Front Oncol ; 2: 45, 2012.
Artigo em Inglês | MEDLINE | ID: mdl-22649789

RESUMO

BACKGROUND AND AIM: Unhealthy diet, physical inactivity, and smoking are key risk factors for the major non-communicable diseases such as cancer, cardiovascular diseases, and diabetes. The screening procedure may represent an ideal setting for promoting healthy lifestyles as it represents a time when subjects are probably more inclined to consider a relationship between their own habits and their effects on health. The aim of this study is to review available evidence concerning interventions combining screening and primary prevention interventions, aimed at promoting the adoption of healthy lifestyles. METHODS: We searched the MEDLINE and Cochrane library electronic databases for intervention studies of primary prevention interventions implemented in the context of established screening programmes, or of pilot screening projects, where the study design included a comparison group.

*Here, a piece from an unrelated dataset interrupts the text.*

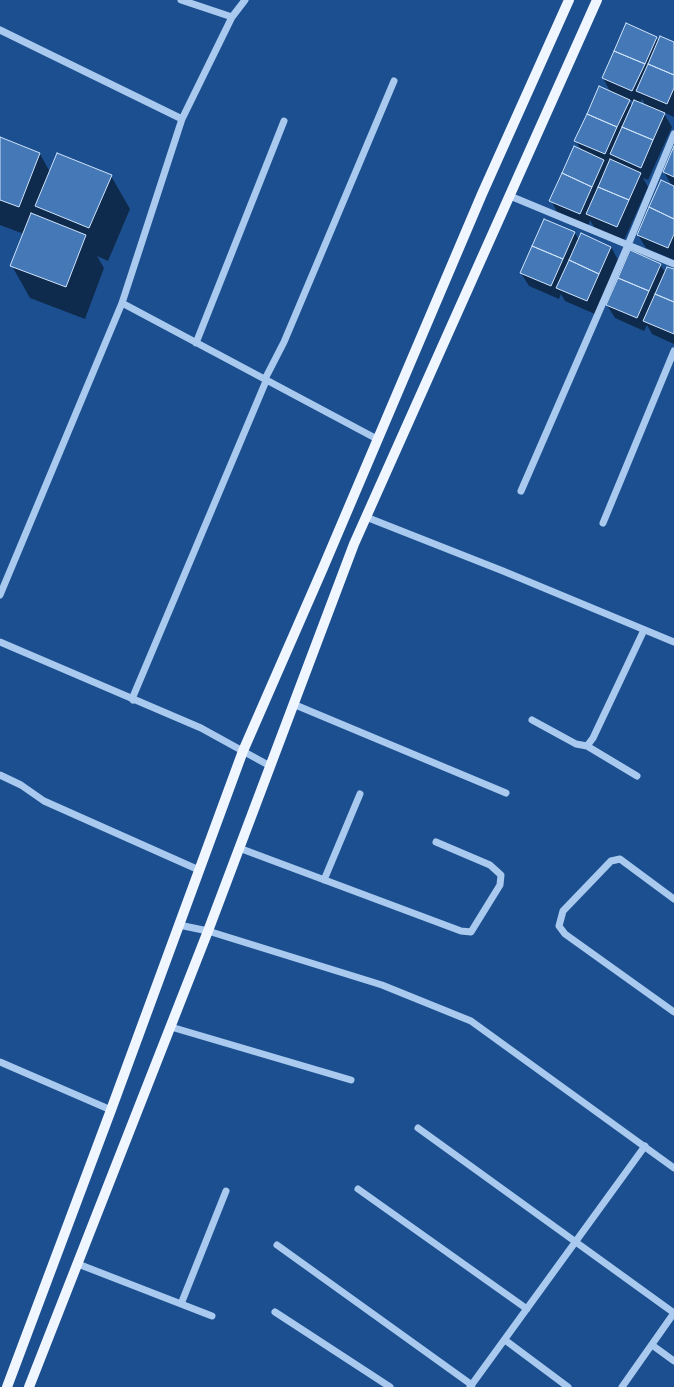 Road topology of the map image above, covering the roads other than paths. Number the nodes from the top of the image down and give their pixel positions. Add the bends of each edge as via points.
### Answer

RESULTS: Comprehensive interventions are acceptable for asymptomatic subjects targeted for cancer screening, can result in improvements and may be cost-effective. A positive impact of these interventions in favoring the adoption of cancer protective dietary behaviors was observed in all studies. Conflicting results were instead reported with respect to physical activity, while no impact could be observed for interventions aimed to favor smoking cessation. CONCLUSIONS: The retrieved studies suggest that the screening setting may offer valuable opportunities to provide credible, potentially persuasive life style advice, reaching a wide audience. A multiple risk factor approach may maximize the benefit of behavioral change, as the same health related habits are associated not only with cancers targeted by screening interventions, but also with other cancers, coronary artery disease, and other chronic conditions, while unhealthy behaviors may be mutually reinforcing. In order to cover a maximum number of possibilities, health education programmes should include multiple strategies, integrating and combining models of individual, social, and environmental change.